From Linux Shell Scripting Tutorial - A Beginner's handbook
Revision as of 11:45, 5 September 2009 by Admin (talk | contribs) (→‎-b file)
Jump to navigation Jump to search

Use the following file comparisons to test various file attributes. You can use the test command or conditional expression using [.

-a file

True if file exists.

Example

[ -a /etc/resolv.conf ] && echo "File found" || echo "Not found"

-b file

True if file exists and is a block special file.

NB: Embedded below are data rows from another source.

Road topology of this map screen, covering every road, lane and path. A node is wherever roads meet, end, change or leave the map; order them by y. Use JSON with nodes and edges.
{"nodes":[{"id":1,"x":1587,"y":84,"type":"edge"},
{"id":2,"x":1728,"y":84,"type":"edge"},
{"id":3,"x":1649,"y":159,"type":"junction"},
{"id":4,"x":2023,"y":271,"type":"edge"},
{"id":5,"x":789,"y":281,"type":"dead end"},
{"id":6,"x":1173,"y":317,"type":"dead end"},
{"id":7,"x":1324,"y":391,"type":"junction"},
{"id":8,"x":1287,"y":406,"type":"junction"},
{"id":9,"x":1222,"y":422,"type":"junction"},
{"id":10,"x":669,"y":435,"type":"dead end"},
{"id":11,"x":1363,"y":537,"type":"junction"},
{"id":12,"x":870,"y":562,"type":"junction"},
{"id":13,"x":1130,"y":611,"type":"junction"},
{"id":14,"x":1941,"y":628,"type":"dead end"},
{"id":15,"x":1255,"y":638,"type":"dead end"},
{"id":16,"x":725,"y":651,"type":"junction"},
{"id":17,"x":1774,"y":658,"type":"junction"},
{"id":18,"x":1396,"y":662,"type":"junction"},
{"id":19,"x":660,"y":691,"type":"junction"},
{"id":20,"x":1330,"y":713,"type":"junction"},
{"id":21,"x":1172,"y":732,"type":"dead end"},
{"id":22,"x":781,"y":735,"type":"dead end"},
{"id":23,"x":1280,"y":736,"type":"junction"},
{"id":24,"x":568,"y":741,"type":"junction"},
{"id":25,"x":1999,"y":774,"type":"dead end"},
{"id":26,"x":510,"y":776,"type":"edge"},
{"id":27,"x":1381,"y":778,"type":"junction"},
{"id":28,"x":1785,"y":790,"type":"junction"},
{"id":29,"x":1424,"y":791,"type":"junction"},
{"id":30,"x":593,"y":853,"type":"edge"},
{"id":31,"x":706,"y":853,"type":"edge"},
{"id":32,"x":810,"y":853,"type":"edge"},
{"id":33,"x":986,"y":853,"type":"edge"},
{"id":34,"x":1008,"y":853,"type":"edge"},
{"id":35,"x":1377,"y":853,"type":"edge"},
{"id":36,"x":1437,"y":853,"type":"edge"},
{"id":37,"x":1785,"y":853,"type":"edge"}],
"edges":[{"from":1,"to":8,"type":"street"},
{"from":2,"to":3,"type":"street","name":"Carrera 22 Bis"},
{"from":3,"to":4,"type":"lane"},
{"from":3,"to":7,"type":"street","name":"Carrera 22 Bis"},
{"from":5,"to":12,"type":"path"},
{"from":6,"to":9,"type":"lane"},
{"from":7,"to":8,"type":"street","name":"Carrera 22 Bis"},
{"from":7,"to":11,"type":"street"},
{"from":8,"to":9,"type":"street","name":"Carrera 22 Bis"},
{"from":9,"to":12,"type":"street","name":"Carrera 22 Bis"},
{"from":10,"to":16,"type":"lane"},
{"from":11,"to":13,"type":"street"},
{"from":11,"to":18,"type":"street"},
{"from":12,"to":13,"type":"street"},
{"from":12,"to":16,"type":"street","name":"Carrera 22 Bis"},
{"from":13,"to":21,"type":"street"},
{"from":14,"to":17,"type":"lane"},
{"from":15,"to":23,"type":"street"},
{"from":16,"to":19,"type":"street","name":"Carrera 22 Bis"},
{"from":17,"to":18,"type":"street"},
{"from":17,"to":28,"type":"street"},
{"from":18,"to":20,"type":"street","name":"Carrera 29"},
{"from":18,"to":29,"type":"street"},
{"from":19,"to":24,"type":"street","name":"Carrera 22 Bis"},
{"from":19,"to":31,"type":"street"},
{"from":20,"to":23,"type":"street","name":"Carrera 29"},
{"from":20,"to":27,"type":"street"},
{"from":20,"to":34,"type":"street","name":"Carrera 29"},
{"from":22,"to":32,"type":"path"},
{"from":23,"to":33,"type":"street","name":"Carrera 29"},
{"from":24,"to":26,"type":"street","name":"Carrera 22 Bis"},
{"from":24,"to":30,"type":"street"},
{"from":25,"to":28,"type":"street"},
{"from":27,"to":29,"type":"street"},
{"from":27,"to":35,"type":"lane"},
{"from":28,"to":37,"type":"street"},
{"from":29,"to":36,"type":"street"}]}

[ -b /dev/zero ] && echo "block special file found" || echo "block special file not found"

OR

[ -b /dev/sda ] && echo "block special file found" || echo "block special file not found"

-c file

True if file exists and is a character special file.

-d dir

True if file exists and is a directory.

-e file

True if file exists.

-f file

True if file exists and is a regular file.

-g file

True if file exists and is set-group-id.

-h file

True if file exists and is a symbolic link.

-k file

True if file exists and its ‘‘sticky’’ bit is set.

-p file

True if file exists and is a named pipe (FIFO).

-r file

True if file exists and is readable.

-s file

True if file exists and has a size greater than zero.

-t fd

True if file descriptor fd is open and refers to a terminal. -u file== True if file exists and its set-user-id bit is set.

-w file

True if file exists and is writable.

-x file

True if file exists and is executable.

-O file

True if file exists and is owned by the effective user id.

-G file

True if file exists and is owned by the effective group id.

-L file

True if file exists and is a symbolic link.

-S file

True if file exists and is a socket.

-N file

True if file exists and has been modified since it was last read.